▽

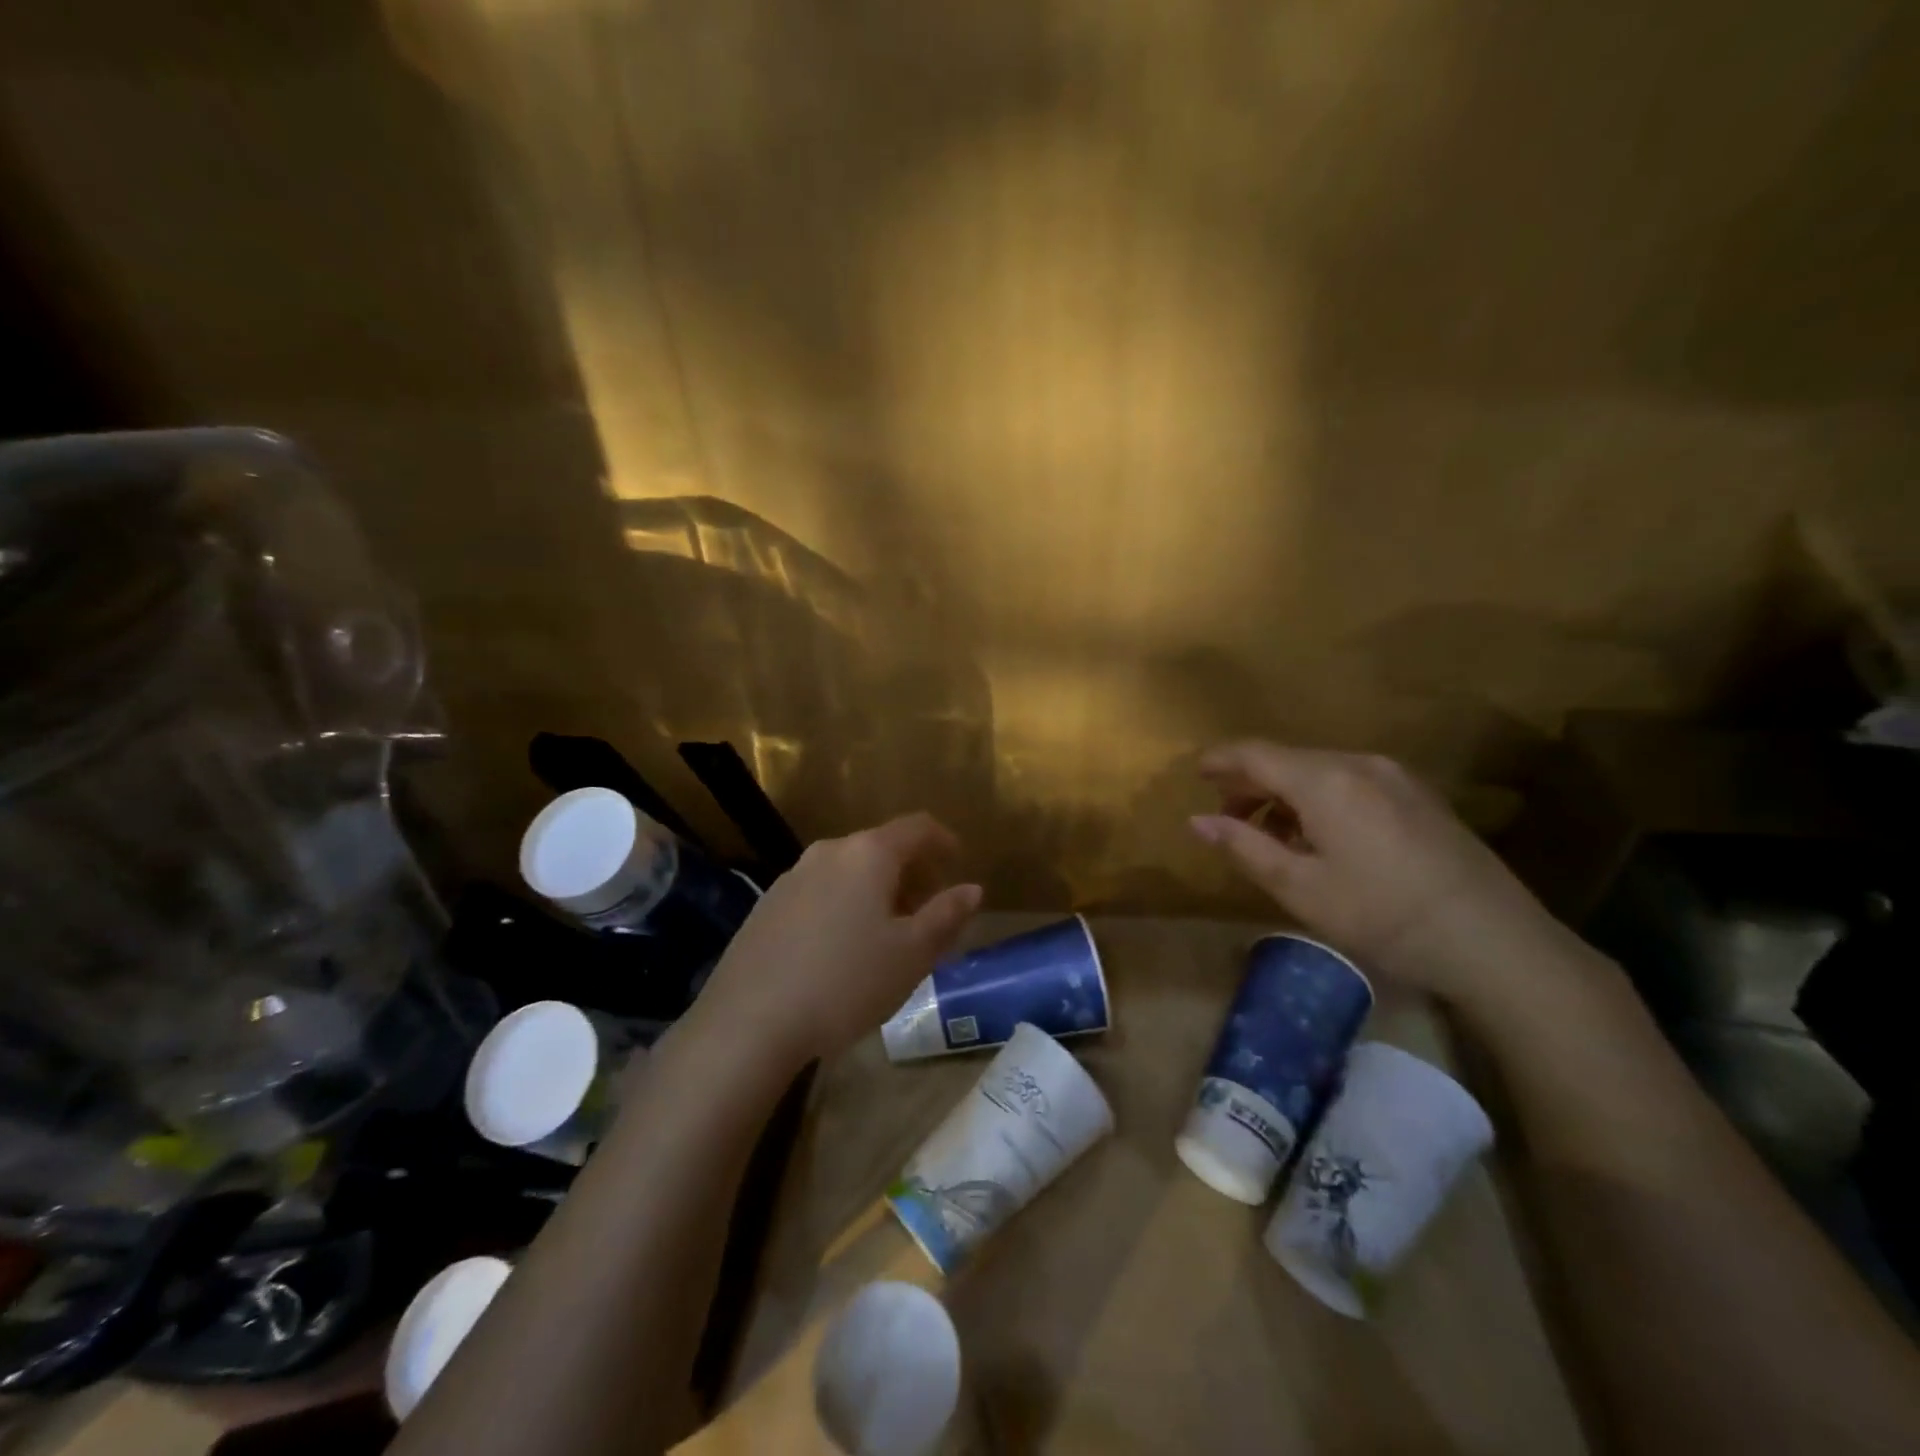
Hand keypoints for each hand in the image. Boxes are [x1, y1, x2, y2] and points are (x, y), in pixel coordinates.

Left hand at [692, 813, 981, 1070]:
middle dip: (911, 873)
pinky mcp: (767, 906)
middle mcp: (828, 852)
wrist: (749, 1022)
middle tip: (928, 911)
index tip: (958, 863)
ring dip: (877, 891)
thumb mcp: (911, 954)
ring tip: (887, 934)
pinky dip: (844, 905)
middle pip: (881, 847)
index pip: (917, 827)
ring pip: (848, 871)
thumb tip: (972, 889)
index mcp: (868, 854)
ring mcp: (791, 877)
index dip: (944, 840)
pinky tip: (841, 949)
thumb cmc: (846, 982)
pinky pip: (820, 892)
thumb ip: (946, 915)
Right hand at [1189, 741, 1570, 1004]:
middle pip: (1288, 759)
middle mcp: (1359, 763)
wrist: (1494, 941)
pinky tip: (1322, 839)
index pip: (1255, 753)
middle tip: (1228, 820)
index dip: (1219, 761)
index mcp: (1324, 779)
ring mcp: (1396, 777)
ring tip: (1273, 837)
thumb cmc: (1382, 915)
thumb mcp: (1299, 888)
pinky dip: (1320, 800)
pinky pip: (1351, 782)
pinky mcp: (1420, 796)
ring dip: (1286, 795)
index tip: (1194, 775)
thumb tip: (1197, 821)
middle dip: (1251, 784)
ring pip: (1320, 771)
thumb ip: (1243, 847)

△

## Exercise prompt
Among the lines of the records, copy out each one that contains the word "ring".

## Answer section
ring dip: (877, 891)
ring tip: (887, 934)
ring pip: (848, 871)
ring mcp: (791, 877)
ring mcp: (1396, 777)
ring tip: (1273, 837)
ring dip: (1286, 795)
ring pip: (1320, 771)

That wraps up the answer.